Il viaggio della regina

Il viaggio della regina

La Regina è una donna testarda, coraggiosa e buona. Certo, è cambiata molto da quando era una principessina viziata, egoista e sempre arrabbiata. È cambiata molto da quando ha conosciuto il principe, si è innamorata e testardamente lo ha conquistato e il suo cuore si è totalmente trasformato quando sono nati i gemelli Amaranto e Ginestra. Ma ora la Regina ha il cuore pieno di sassi: un falco tutto nero è arrivato all’improvviso e ha portato un biglietto con tre parole: Vieni da me. Questa volta la cocciutaggine della Regina non serve a nulla, a niente potrebbe servire ignorare quell’ordine, se non sarà lei ad andare dal Mostro, sarà lui che verrà a prenderla. Non si può pianificare questo tipo di viaggio, la regina saluta i figli e il consorte, raccoglie poche cose e si accinge ad affrontare il lungo viaggio al freddo, senza acqua né cibo, fino alla grande montagna. A nulla servirà, durante il percorso, essere buoni con una vecchina infreddolita o con gli uccelli del bosco disperati per le loro uova congelate, il Mostro non ha pietà di nessuno. Ma la Regina è una donna coraggiosa e non può cedergli il suo cuore, perché lì dentro sono custoditi i ricordi più belli, le persone più care…

Ci sono momenti nella vita in cui gli ostacoli che ci troviamo davanti non si possono evitare, montagne che non si possono accerchiare. Certo, ci si potrebbe arrendere davanti al problema, ma nel cuore si trova sempre una ragione per cui lottare.

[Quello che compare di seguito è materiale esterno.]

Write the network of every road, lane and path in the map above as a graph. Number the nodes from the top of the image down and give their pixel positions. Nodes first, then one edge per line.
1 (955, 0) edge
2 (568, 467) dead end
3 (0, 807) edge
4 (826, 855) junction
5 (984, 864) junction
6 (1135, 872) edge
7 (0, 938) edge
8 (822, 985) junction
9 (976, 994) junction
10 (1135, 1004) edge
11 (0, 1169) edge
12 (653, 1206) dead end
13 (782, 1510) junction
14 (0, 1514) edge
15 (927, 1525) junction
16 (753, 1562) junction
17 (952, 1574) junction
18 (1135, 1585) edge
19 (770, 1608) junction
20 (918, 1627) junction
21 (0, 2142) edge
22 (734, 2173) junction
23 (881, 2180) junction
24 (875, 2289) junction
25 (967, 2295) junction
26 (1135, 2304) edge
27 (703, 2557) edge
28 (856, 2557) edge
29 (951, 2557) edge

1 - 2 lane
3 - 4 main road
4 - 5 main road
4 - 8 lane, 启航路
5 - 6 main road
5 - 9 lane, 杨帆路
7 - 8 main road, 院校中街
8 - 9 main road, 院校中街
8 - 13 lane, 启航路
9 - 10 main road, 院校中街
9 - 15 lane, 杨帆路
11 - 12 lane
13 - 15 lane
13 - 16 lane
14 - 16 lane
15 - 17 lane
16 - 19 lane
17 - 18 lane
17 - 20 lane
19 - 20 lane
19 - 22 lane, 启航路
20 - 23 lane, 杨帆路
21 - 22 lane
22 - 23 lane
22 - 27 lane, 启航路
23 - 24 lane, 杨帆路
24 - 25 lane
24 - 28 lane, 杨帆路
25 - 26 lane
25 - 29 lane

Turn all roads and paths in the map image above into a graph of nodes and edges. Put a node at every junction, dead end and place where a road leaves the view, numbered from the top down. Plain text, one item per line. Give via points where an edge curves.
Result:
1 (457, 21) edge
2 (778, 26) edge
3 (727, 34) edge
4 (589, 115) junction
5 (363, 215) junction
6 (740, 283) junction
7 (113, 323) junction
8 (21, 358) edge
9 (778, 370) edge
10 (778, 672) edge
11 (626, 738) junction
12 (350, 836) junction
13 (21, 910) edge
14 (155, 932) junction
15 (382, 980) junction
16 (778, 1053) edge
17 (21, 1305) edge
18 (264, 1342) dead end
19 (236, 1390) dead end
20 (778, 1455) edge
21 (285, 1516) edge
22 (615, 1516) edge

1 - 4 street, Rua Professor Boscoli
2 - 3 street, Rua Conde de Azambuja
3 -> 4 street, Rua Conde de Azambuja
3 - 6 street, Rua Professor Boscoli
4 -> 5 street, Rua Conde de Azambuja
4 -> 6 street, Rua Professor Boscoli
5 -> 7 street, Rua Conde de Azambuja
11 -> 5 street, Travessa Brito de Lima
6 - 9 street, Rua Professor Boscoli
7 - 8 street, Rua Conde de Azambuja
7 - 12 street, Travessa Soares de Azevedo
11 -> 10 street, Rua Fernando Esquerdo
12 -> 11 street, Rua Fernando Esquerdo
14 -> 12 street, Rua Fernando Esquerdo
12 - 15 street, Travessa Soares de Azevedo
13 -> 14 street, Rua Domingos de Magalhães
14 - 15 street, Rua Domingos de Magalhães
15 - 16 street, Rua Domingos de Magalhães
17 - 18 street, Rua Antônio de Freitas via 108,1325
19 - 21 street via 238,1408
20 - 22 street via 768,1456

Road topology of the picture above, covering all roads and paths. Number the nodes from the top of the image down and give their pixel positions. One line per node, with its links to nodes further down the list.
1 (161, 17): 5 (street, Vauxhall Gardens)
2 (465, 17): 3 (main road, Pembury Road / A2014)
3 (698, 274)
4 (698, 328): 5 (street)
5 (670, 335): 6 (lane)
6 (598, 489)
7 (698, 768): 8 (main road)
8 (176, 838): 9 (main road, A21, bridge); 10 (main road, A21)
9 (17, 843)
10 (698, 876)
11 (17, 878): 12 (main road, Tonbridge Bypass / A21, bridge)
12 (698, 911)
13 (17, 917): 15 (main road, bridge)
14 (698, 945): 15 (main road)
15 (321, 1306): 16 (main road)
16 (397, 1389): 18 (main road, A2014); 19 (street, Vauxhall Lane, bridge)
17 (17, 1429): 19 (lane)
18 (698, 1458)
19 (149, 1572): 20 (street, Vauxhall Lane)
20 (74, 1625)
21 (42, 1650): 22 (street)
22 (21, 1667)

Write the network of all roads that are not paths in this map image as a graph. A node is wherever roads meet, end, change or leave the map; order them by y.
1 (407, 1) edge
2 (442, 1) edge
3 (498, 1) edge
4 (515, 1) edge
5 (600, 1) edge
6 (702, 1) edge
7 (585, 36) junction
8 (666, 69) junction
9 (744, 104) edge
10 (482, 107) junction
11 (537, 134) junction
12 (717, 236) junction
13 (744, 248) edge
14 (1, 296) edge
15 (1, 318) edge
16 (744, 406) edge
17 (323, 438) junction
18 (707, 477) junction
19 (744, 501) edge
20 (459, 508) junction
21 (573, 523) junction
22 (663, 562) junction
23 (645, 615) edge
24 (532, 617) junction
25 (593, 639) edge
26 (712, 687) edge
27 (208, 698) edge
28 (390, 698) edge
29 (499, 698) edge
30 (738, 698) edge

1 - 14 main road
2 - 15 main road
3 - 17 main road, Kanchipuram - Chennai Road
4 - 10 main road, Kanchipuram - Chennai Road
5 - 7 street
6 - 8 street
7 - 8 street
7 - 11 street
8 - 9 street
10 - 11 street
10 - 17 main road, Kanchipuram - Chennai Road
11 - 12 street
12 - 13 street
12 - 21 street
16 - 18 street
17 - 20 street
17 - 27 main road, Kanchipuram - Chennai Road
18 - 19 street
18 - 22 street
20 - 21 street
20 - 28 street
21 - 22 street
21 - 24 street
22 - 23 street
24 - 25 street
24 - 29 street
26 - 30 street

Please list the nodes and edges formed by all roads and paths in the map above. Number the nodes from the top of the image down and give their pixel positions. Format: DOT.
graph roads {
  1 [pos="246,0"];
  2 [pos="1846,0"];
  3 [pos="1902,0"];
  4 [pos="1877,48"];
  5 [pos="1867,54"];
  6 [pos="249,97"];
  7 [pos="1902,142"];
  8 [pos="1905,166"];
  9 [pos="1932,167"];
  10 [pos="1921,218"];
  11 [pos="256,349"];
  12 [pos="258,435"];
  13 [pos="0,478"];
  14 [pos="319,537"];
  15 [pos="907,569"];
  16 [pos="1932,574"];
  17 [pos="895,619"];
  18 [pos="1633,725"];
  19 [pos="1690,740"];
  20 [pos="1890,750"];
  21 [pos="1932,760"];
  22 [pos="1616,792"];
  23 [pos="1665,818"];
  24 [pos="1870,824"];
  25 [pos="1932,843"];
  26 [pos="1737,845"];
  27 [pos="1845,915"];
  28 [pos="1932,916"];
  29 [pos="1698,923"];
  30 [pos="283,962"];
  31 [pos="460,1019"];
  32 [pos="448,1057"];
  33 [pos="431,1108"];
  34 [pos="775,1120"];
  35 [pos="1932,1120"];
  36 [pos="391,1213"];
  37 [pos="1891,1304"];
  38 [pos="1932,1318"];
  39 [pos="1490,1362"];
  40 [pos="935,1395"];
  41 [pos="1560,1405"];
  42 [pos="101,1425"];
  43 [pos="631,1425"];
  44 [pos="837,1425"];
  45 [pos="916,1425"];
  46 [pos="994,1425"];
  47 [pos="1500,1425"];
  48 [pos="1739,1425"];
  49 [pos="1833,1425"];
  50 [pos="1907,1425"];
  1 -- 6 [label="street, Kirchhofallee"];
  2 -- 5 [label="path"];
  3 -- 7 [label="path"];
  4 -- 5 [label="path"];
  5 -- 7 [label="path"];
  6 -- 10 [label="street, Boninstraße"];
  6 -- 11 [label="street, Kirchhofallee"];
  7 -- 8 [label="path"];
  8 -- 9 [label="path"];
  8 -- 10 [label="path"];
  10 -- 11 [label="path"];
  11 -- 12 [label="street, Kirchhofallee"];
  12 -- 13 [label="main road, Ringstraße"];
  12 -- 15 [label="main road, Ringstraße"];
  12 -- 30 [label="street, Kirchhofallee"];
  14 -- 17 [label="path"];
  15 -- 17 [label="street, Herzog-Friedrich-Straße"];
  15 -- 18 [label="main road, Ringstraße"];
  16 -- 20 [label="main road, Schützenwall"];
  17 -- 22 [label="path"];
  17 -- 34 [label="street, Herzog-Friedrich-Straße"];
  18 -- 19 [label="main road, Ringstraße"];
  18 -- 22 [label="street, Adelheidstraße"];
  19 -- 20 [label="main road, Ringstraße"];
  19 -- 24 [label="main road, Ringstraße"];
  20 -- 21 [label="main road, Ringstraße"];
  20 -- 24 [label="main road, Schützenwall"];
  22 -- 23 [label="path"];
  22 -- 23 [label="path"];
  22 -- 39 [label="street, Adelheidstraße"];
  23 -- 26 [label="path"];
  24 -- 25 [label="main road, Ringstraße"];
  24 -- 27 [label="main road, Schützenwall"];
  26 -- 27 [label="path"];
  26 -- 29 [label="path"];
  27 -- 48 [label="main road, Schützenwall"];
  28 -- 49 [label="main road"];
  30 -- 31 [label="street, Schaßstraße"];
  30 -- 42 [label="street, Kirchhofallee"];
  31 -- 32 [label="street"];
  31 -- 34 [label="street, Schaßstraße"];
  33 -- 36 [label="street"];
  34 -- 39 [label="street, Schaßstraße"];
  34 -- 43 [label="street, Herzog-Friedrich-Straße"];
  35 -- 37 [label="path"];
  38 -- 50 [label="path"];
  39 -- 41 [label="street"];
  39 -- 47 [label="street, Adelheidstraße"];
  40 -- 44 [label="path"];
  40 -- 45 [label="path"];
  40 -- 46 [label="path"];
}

Con una delicatezza disarmante, Beatrice Masini riesce a parlare di cancro e lo fa talmente bene che il bambino, se non è ancora pronto ad affrontare la tematica della malattia o se non ne è direttamente coinvolto, legge e assimila “semplicemente” la storia di una Regina coraggiosa che deve affrontare una pericolosa avventura. Questa è la vera onestà dei libri: non somministrare la “cura giusta”, il “libro adatto per” nel momento in cui erroneamente pensiamo sia giusto, ovvero mentre il bambino sta vivendo una situazione spiacevole, ma offrendo delle possibilità e dei testi che il bambino assorbirà e utilizzerà o ricorderà solo quando sarà in grado di affrontare l’argomento. La malattia, come la morte, è una situazione delicata soprattutto se riguarda una figura di riferimento come il genitore perché il sostegno viene a mancare, la certezza vacilla. La collana Ho bisogno di una storia della casa editrice Carthusia raccoglie titoli che affrontano temi delicati quali la disabilità, la separazione, la malattia attraverso parole ed immagini delicate e leggere. In questo caso la casa editrice ha realizzato il libro in collaborazione con AIOM, Associazione Italiana di Oncologia Medica. Le meravigliose parole di Beatrice Masini sono coronate dalle illustrazioni di Gianni De Conno che, con il suo inconfondibile stile, trasporta il lettore in un mondo quasi onirico, fatto di silenzio e carico di eroismo. Il cammino consuma la Regina e il lettore, attento compagno di viaggio, la osserva da lontano arrancare nella neve, la vede dall’alto mentre sacrifica i suoi capelli, la sorregge quando l’artiglio del mostro esce dal lago. E poi la prende per mano. L’albo ha vinto il Premio Gianni Rodari 2016, relativamente alla sezione “Fiabe e Filastrocche”.